My hope is to offer encouragement to writers as well as those who simply love to read. You will find eclectic snippets here—news of projects I’m working on, comments regarding books I enjoy, favorite authors, quotes, and reflections regarding my own experiences. I especially like to write about my dreams—those parables in the night seasons. Symbols and metaphors delight and intrigue me. You will find them here.
The trick is learning to take things as they come and fully, too, with no resistance or fear, not trying to grip them too tightly or make them bend.~Paula McLain (From Circling The Sun)
I yelled at him, my voice thin and high. I slammed my open hand on the table, my palm red, stinging. Then my husband yelled back, striking his hand on the table too. He has bigger hands, so it was loud. "I'm done," I shouted, and ran out of the room. We were fighting about ceilings, (of all things) after looking at houses to buy earlier that day. All I said was that I like high ceilings," I whined. "But you've got to understand, Priscilla, that warm air travels upward, and the utility bills are higher; it's much better to have lower ceilings," he said. His voice was really, really noisy, as was mine.
Change is noisy, and it's not about the ceilings. It's about uncertainty, about ambiguity, about money, about compromise, about living with the opacity of where we'll settle next. It's about grief, too. Letting go of a home and life we've honed and developed for the last decade.
Actually, God considers all of humanity to be prisoners of their unbelief, so that He can unlock our hearts and show His tender mercies to all who come to Him.~Romans 11:32 (The Passion Translation)

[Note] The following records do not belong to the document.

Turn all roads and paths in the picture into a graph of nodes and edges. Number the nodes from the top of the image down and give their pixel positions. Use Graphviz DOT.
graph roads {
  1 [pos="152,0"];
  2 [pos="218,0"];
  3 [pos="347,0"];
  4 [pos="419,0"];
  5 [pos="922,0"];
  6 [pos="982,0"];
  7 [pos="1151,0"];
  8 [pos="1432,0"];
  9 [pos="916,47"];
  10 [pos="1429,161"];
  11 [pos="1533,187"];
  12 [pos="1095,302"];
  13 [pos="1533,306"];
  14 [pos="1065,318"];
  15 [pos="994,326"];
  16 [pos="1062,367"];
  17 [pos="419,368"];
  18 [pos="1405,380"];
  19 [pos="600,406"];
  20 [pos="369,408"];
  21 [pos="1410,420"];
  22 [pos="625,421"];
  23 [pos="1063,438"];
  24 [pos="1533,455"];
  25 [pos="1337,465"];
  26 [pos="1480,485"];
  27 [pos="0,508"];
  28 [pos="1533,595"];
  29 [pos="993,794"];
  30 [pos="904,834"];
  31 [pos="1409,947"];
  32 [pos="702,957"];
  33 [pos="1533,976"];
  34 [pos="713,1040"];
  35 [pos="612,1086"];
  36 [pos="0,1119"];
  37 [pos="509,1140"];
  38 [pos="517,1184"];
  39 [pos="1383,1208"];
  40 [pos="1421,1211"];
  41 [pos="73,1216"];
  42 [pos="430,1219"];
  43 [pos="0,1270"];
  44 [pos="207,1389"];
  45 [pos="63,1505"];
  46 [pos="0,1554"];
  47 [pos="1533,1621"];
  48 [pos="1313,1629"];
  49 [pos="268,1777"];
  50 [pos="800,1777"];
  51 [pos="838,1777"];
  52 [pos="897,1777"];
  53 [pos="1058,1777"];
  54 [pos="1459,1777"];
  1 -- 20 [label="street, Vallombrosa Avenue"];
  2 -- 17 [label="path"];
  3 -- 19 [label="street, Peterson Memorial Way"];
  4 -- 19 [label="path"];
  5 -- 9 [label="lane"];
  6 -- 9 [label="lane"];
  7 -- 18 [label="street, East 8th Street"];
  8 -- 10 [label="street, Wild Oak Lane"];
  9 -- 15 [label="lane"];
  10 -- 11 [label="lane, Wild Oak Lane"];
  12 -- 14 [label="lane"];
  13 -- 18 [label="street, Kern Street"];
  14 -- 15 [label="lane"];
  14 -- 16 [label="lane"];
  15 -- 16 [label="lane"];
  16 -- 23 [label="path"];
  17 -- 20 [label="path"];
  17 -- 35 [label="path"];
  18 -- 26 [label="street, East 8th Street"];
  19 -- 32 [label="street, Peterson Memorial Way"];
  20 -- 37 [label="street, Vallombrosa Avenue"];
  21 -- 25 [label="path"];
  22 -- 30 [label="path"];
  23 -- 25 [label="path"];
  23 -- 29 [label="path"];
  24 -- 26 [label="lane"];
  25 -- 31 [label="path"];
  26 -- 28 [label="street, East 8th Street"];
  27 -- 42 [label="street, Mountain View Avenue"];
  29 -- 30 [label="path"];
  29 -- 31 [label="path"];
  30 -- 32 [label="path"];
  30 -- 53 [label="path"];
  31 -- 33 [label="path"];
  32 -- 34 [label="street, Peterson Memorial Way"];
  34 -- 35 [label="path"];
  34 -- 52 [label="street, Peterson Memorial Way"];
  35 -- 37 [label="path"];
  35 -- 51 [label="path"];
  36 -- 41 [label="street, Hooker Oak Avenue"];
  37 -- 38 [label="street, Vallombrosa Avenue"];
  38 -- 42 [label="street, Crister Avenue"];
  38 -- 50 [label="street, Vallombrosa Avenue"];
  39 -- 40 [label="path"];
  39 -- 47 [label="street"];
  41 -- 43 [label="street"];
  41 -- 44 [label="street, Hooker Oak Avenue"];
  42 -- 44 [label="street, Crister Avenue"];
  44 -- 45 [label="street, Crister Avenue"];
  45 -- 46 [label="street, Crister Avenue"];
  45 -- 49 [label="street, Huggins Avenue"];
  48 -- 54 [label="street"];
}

I wept through a movie this week. That kind of crying where tears stream down your face and roll down your neck. Where all the mascara pools under your eyes and leaves black smudges. A Beautiful Day In The Neighborhood is based on a true story about the relationship between a magazine writer and Fred Rogers The magazine writer had established a reputation of being overly harsh and cynical in his reporting. No one wanted to be interviewed by him. His editor at Esquire assigned him to interview Fred Rogers, the only person who would agree to an interview with him. The writer responded with sarcasm, "You mean the guy who talks to little kids? Has all those puppets?" His editor assured him that's who she was talking about. Reluctantly he accepted the assignment, and ultimately his life was transformed by the kindness, love and authenticity of Fred Rogers.
Mr. Rogers didn't judge the writer regarding his acrimonious and bitter demeanor, but rather welcomed him into his world with no judgment or pretense. Validated him. I thought to myself, "Who am I not loving like Mr. Rogers would?" Immediately Donald Trump came to mind. I'd joined in with all the late-night hosts in laughing at Trump jokes, expressing disdain and contempt toward him. I asked myself, "What if Mr. Rogers met Donald Trump. How would he treat him?"
How deep is your love? I really mean to learn.~Bee Gees
The movie practically jumped from the library shelf. Nostalgia. I'd watched it a couple of years ago, and the subject matter had a meaningful impact--so many of the themes I relate to integrated into a movie. Time, memory, grief and love. I decided to watch the movie again. This time the impact was no less great, but perhaps more poignant. This time I watched, I was experiencing some of the same dynamics as the characters in the movie. Giovanni and I readying our house for sale and beginning to pack up our belongings.
In some ways, I'm not ready to move from this home. I've become comfortable here, like a favorite pair of shoes. They go with everything. They don't hurt my feet. I love the way they look. And yet it's time to think about another pair for a different season. I can't wear boots in the spring.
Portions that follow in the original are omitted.